Hinckley village, Illinois – Racial and ethnic composition Note: the US Census treats Hispanic/Latino as an ethnic category. This table excludes Latinos from the racial categories and assigns them to a separate category. Hispanics/Latinos may be of any race.
| Race / Ethnicity (NH = Non-Hispanic) | Pop 2000 | Pop 2010 | Pop 2020 | % 2000 | % 2010 | % 2020 |
|---|---|---|---|---|---|---|
| White alone (NH) | 1,916 | 1,917 | 1,734 | 96.09% | 92.61% | 86.44% |
| Black or African American alone (NH) | 6 | 10 | 11 | 0.30% | 0.48% | 0.55% |
| Native American or Alaska Native alone (NH) | 4 | 3 | 2 | 0.20% | 0.14% | 0.10% |
| Asian alone (NH) | 2 | 7 | 17 | 0.10% | 0.34% | 0.85% |
| Native Hawaiian or Pacific Islander alone (NH) | 0 | 4 | 2 | 0.00% | 0.19% | 0.10% |
| Other race alone (NH) | 0 | 7 | 3 | 0.00% | 0.34% | 0.15% |
| Mixed race or Multiracial (NH) | 16 | 13 | 73 | 0.80% | 0.63% | 3.64% |
| Hispanic or Latino (any race) | 50 | 109 | 164 | 2.51% | 5.27% | 8.18% |
| Total | 1,994 | 2,070 | 2,006 | 100.00% | 100.00% | 100.00% |

===2020 census===
As of the 2020 census, Hinckley had a population of 2,006. The median age was 38.7 years. 25.3% of residents were under the age of 18 and 15.2% were 65 years of age or older. For every 100 females, there were 103.9 males, and for every 100 females age 18 and over, there were 98.0 males age 18 and over.

0.0% of residents lived in urban areas, while 100.0% lived in rural areas.

There were 766 households in Hinckley, of which 32.4% had children under the age of 18 living in them. Of all households, 55.2% were married-couple households, 16.8% were households with a male householder and no spouse or partner present, and 21.1% were households with a female householder and no spouse or partner present. About 25.4% of all households were made up of individuals, and 10.9% had someone living alone who was 65 years of age or older.

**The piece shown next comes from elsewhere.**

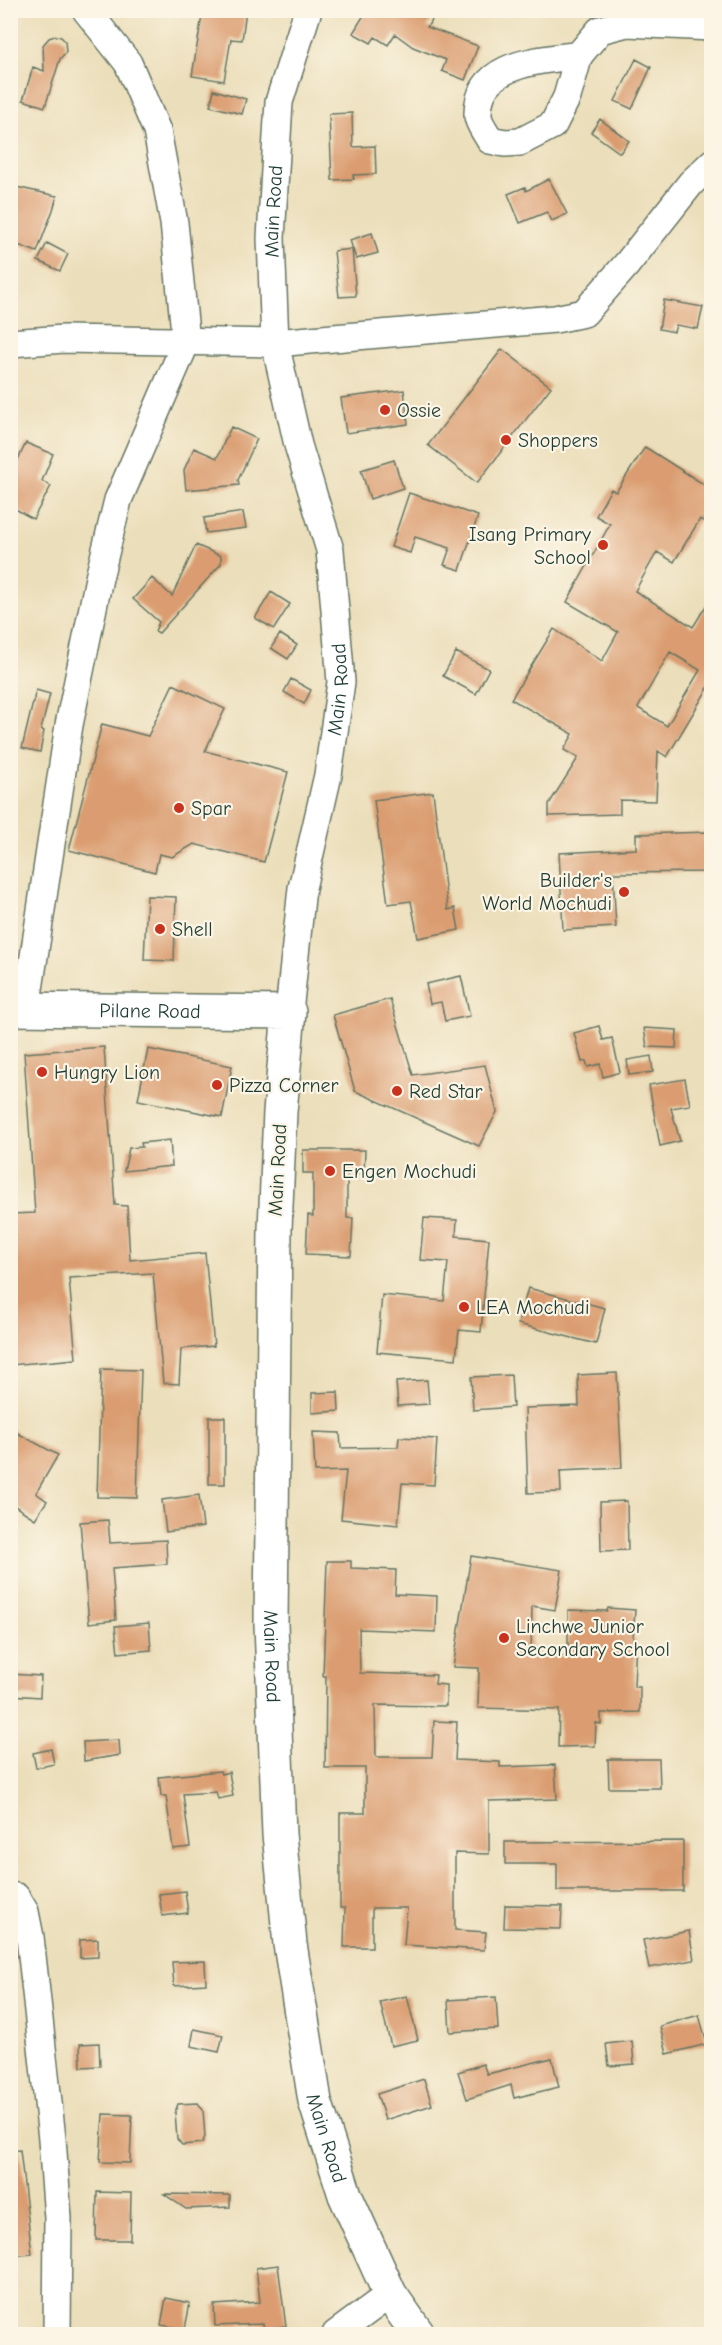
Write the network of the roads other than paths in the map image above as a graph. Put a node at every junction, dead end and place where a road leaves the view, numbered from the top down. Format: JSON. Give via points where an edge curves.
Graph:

There were 830 housing units, of which 7.7% were vacant. The homeowner vacancy rate was 1.7% and the rental vacancy rate was 10.7%.
The population density was 2,346.20 PD/sqmi, and the average housing unit density was 970.76 /sqmi.

Racial composition as of the 2020 census
| Race | Number | Percent |
|---|---|---|
| White | 1,793 | 89.4% |
| Black or African American | 11 | 0.5% |
| American Indian and Alaska Native | 2 | 0.1% |
| Asian | 19 | 0.9% |
| Native Hawaiian and Other Pacific Islander | 2 | 0.1% |
| Some other race | 38 | 1.9% |
| Two or more races | 141 | 7.0% |

===Income and poverty===
The median income for a household in the village was $70,278, and the median income for a family was $79,667. Males had a median income of $54,028 versus $35,417 for females. The per capita income for the village was $33,663. About 4.9% of families and 8.9% of the population were below the poverty line, including 5.4% of those under age 18 and 5.7% of those age 65 or over.

==Popular culture==
In 1981, Hinckley served as a stand-in for fictional North Crawford in Jonathan Demme's film adaptation of Who Am I This Time? by Kurt Vonnegut, Jr. Christopher Walken and Susan Sarandon portray two painfully shy people who find one another through a community theater production of "A Streetcar Named Desire", in which they portray the tempestuous Stanley and Stella Kowalski.